Het college stelt zich verder op het standpunt dat de rechtbank ten onrechte heeft geoordeeld dat de grond waar de dijk is gelegen mede de bestemming "Waarde - ontwikkelingszone groen" heeft, waardoor het verwijderen van de dijk verboden is. Het college bestrijdt dat de grond waar de dijk is gelegen deze bestemming heeft. Indien de Afdeling het oordeel van de rechtbank niettemin zou volgen, stelt het college dat aan de gronden de aanduiding "bouwvlak" is toegekend. Op grond van artikel 37.4.2, onder d, van de planregels is het verbod tot het verwijderen van de dijk niet van toepassing op werken en werkzaamheden op en in gronden die binnen agrarische bouwvlakken liggen. Ook hier geldt volgens het college dat [appellant sub 1] geen belang heeft bij het terugbrengen van de dijk. De kosten die [partij] moet maken om alsnog een vergunning voor het verwijderen van de dijk aan te vragen zijn onevenredig.
Overtreding ten aanzien van verharding en egalisatie?
3.1.    Omdat de verharding zonder aanlegvergunning is aangebracht, heeft de rechtbank terecht overwogen dat het college ten onrechte stelt dat er geen sprake is van een overtreding.

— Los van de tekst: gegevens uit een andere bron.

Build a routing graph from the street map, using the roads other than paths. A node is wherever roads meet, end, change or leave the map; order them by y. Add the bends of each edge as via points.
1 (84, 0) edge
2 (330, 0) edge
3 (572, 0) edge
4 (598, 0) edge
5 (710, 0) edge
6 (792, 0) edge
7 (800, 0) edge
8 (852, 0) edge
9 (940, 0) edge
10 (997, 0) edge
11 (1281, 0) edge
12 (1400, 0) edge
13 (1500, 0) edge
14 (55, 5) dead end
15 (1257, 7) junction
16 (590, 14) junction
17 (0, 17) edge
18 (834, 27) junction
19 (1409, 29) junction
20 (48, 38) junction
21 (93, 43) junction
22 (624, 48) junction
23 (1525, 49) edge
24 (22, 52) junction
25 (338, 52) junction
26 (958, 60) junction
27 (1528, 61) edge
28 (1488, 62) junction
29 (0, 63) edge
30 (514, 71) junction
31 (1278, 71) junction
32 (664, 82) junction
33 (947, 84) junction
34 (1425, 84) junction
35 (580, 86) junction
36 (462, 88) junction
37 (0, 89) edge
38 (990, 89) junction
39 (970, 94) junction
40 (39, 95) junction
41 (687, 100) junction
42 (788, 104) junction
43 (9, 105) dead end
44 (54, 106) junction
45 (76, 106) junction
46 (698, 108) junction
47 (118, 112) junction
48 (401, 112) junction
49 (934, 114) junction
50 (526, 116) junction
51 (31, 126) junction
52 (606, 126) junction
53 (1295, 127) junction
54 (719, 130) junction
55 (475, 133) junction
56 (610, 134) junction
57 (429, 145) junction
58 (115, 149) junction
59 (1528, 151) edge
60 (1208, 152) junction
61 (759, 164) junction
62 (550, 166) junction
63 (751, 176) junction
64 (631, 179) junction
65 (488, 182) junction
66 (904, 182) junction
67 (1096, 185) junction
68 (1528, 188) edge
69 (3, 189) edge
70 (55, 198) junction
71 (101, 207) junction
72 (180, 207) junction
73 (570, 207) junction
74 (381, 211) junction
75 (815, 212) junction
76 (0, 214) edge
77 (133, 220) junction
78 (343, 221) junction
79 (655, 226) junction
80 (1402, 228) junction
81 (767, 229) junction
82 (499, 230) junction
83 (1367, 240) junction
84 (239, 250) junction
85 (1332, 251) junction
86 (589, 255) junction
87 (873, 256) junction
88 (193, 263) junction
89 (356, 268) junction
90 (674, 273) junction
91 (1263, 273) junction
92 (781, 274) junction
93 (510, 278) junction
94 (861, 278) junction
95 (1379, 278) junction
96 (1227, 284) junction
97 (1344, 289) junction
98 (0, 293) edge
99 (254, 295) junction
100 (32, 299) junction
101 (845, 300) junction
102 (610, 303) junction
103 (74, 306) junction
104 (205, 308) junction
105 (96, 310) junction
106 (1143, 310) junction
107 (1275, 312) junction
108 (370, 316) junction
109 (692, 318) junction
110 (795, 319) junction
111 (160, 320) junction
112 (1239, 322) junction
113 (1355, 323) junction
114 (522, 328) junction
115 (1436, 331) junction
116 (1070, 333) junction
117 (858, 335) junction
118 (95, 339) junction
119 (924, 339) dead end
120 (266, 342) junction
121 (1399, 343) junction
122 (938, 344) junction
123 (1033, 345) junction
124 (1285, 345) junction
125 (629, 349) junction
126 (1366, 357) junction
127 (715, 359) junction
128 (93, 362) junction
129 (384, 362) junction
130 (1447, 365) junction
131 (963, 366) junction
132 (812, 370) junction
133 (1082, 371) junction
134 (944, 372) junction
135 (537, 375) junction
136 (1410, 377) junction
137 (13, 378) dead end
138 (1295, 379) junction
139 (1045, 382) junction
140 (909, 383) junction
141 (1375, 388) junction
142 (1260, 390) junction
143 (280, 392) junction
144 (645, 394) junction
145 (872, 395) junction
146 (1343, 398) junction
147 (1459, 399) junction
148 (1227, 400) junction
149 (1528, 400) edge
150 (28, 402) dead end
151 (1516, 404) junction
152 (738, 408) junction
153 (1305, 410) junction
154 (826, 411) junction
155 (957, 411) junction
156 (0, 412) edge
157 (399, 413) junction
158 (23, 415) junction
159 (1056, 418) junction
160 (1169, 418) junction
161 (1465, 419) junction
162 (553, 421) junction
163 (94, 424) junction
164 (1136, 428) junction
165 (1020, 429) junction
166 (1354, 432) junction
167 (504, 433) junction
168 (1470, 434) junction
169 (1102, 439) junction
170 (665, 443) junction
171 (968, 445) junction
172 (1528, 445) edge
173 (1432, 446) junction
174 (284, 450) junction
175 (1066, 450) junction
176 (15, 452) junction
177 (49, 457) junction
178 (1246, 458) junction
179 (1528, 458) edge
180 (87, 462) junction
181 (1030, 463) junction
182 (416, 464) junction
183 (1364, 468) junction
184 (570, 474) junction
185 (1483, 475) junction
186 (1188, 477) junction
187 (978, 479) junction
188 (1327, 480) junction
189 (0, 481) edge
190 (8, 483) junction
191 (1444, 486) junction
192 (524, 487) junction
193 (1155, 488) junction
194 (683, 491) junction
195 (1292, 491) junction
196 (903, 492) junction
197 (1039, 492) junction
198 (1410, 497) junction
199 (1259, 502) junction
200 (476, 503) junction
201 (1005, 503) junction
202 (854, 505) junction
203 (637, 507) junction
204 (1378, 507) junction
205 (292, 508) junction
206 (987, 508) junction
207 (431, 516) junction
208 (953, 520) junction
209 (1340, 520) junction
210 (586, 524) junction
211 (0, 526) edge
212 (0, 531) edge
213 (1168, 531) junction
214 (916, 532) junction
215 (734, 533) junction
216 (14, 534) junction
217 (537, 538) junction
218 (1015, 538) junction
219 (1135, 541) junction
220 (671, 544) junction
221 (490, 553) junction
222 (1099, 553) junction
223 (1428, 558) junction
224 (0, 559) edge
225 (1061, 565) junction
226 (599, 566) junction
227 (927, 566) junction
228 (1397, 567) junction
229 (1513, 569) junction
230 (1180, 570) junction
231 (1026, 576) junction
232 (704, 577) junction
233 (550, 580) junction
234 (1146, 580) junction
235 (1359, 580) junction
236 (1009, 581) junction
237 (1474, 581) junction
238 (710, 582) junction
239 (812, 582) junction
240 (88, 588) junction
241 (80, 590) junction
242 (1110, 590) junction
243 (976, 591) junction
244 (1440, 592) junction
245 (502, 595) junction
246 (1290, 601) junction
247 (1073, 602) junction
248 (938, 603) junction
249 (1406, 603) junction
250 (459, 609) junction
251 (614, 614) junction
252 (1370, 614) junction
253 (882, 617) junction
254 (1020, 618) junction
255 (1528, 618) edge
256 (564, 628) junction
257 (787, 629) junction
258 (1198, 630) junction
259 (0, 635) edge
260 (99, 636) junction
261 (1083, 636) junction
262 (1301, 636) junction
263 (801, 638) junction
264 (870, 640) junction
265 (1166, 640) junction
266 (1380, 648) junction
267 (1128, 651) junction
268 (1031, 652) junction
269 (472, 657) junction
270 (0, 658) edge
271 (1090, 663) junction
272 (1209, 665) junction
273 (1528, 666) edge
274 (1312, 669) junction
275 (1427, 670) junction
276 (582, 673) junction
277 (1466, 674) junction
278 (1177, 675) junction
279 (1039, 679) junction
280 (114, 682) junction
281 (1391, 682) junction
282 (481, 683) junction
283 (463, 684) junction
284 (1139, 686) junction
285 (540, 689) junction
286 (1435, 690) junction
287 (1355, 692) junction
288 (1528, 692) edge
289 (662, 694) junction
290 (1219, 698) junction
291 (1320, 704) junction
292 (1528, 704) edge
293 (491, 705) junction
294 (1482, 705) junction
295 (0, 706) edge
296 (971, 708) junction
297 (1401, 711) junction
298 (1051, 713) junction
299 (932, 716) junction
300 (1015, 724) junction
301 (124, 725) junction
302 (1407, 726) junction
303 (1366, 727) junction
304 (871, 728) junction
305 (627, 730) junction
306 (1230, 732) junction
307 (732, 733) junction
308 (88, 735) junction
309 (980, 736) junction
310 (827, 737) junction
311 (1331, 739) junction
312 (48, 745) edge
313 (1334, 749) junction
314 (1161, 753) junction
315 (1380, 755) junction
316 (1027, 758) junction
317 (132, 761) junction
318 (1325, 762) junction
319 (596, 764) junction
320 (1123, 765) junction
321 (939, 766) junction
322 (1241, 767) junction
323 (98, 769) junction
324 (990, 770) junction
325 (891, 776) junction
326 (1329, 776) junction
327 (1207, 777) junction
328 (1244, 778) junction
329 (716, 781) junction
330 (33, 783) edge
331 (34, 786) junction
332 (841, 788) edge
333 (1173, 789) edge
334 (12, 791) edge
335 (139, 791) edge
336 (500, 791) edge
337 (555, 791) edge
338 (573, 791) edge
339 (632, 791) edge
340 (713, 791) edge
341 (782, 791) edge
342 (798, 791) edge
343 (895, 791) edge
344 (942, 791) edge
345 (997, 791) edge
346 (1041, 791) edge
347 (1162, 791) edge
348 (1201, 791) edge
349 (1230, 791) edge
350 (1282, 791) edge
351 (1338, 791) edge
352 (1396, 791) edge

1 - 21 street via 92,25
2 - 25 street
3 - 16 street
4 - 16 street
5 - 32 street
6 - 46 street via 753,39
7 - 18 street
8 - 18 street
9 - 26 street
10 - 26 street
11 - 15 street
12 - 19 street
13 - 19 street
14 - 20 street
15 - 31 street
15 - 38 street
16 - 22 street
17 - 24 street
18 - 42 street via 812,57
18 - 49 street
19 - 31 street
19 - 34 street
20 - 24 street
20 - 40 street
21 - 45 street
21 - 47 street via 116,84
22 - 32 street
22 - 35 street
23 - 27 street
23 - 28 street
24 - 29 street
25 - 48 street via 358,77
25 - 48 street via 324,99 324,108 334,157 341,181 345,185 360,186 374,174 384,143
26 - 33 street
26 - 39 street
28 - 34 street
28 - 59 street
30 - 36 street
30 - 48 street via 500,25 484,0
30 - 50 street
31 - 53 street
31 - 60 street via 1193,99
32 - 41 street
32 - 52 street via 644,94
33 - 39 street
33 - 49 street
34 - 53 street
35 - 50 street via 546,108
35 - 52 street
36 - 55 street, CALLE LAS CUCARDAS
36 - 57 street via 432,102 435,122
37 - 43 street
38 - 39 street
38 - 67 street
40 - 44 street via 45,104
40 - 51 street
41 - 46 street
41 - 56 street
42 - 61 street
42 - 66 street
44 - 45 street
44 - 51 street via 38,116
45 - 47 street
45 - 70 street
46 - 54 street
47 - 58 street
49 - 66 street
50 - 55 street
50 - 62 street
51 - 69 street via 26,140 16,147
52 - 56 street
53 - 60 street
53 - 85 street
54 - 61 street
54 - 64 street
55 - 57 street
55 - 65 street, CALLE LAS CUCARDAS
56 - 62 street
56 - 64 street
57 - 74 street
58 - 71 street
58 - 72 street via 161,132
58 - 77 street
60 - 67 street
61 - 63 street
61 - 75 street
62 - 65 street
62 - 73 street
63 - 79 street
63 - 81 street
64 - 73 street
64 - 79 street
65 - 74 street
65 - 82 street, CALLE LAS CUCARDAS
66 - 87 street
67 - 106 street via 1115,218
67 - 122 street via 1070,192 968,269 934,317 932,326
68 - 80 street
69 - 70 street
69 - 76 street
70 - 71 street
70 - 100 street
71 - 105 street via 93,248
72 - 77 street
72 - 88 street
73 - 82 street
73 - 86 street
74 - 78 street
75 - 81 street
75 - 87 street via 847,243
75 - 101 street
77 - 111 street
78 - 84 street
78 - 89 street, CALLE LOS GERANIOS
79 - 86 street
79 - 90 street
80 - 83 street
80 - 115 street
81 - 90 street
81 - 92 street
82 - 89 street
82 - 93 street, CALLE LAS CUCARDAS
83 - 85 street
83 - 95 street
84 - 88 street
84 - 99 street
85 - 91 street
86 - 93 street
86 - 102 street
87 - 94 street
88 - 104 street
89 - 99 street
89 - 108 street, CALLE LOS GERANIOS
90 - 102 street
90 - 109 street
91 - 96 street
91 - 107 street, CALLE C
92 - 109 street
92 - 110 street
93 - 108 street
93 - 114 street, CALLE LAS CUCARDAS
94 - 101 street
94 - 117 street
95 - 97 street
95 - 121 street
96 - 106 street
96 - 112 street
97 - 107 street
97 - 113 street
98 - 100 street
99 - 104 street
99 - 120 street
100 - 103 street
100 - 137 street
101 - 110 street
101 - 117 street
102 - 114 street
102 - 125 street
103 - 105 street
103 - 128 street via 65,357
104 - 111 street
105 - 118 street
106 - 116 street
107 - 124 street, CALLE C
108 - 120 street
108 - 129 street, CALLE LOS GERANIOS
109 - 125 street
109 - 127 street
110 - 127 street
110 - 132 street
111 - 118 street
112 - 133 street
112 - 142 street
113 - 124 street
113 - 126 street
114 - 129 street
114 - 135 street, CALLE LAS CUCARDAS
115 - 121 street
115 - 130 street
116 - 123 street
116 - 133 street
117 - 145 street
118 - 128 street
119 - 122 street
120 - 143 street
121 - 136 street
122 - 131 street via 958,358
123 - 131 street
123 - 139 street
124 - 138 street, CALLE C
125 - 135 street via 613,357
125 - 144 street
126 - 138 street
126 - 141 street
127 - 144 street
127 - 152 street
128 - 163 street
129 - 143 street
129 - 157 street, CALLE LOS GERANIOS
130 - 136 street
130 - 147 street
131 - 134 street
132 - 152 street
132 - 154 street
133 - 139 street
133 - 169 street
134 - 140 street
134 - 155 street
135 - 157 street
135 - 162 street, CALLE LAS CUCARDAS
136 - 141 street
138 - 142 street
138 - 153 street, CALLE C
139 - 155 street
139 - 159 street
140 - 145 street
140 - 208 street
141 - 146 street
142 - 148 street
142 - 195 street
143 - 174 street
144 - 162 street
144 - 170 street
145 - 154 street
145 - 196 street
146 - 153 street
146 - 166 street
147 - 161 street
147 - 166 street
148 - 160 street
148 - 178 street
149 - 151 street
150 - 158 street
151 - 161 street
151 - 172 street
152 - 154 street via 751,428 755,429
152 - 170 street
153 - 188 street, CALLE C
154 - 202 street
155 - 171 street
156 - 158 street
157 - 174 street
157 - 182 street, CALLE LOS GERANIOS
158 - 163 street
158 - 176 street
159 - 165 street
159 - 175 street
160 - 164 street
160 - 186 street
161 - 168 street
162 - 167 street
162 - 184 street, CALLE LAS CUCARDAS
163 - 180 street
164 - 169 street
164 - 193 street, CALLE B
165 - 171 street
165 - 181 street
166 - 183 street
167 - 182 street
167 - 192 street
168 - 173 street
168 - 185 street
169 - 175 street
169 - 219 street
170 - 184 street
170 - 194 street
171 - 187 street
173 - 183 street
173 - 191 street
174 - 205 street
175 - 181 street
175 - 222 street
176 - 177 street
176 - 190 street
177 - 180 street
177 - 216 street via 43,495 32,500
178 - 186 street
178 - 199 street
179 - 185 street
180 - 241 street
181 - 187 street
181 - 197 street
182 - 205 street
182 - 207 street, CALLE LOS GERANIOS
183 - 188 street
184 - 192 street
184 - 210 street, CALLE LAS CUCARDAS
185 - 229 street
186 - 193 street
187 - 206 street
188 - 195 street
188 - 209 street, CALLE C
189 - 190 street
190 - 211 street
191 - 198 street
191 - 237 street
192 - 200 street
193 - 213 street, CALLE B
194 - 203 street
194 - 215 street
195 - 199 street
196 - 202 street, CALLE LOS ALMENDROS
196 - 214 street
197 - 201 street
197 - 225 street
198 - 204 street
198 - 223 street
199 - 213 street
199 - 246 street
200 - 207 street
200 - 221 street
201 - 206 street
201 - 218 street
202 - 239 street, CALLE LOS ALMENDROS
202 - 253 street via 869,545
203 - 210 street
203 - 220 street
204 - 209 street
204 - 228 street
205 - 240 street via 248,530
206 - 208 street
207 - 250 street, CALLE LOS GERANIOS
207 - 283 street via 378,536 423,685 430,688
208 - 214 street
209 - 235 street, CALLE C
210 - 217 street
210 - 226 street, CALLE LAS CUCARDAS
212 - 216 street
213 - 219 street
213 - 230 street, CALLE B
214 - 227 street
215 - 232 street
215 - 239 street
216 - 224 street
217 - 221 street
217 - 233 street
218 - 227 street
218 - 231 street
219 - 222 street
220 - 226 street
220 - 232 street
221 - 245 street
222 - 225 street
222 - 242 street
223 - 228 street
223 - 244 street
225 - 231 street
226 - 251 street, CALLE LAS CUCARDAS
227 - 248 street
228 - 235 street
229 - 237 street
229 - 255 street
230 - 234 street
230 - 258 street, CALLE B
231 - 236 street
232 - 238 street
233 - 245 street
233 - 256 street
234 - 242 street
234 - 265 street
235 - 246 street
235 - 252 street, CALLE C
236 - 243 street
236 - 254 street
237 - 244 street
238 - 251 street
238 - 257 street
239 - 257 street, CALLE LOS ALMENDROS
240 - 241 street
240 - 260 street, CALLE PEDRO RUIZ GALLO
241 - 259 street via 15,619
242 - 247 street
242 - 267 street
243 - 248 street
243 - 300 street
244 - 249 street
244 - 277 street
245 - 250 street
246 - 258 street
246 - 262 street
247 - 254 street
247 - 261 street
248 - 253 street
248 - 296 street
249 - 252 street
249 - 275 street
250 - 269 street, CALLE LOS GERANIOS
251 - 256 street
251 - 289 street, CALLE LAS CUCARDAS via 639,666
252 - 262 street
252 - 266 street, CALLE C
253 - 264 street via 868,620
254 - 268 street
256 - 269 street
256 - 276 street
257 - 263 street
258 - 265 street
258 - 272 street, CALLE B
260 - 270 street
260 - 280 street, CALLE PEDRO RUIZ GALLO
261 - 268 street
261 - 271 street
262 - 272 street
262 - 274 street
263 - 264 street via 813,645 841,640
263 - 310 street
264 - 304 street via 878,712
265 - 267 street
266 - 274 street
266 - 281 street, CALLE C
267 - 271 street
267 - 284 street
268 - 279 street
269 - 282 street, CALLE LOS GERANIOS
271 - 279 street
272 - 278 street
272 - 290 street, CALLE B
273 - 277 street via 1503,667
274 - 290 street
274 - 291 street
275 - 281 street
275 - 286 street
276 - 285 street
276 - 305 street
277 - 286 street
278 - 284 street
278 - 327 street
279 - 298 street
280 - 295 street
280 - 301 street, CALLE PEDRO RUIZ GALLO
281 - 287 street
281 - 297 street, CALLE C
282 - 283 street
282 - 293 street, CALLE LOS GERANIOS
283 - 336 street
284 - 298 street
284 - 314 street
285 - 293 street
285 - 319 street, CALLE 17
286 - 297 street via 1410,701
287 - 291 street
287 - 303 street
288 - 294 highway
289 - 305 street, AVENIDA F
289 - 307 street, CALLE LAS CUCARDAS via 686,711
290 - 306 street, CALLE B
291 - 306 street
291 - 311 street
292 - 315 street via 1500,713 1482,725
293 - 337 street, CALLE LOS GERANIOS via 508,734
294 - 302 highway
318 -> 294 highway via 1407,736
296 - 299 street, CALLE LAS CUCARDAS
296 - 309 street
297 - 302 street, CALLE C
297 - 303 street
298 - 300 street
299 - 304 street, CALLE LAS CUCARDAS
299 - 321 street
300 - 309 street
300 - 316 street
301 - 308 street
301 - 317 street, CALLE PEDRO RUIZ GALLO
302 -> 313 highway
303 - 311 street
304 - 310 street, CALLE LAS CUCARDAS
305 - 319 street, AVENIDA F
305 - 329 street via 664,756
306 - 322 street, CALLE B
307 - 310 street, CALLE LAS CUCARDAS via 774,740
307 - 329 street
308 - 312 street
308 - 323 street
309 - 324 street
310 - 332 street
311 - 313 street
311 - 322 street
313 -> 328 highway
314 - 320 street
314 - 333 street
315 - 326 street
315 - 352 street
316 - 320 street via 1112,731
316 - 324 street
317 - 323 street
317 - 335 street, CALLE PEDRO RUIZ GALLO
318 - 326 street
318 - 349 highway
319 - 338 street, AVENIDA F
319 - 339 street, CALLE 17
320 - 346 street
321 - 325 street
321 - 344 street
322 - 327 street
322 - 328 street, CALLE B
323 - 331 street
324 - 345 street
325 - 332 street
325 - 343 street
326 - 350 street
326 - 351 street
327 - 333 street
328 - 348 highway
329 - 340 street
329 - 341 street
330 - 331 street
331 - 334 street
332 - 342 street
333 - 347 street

Een deel van de gronden waar verharding is aangebracht heeft de dubbelbestemming "Waarde - Houtopstanden en houtwallen". Artikel 34.5.1 van de planregels bepaalt dat het verboden is om zonder een aanlegvergunning (artikel 2.1, eerste lid, aanhef en onder b, van de Wet algemene bepalingen omgevingsrecht) oppervlakteverhardingen aan te brengen. Er is geen aanlegvergunning verleend. Zoals de Afdeling eerder in haar uitspraak van 24 december 2019, ECLI:NL:RVS:2019:4441, onder 2.1, ten aanzien van een ander handhavingsverzoek van [appellant sub 1] heeft overwogen kan de verharding niet worden gelegaliseerd door een omgevingsvergunning voor de activiteit bouwen. Nu de verharding zonder aanlegvergunning is aangelegd is er sprake van een overtreding.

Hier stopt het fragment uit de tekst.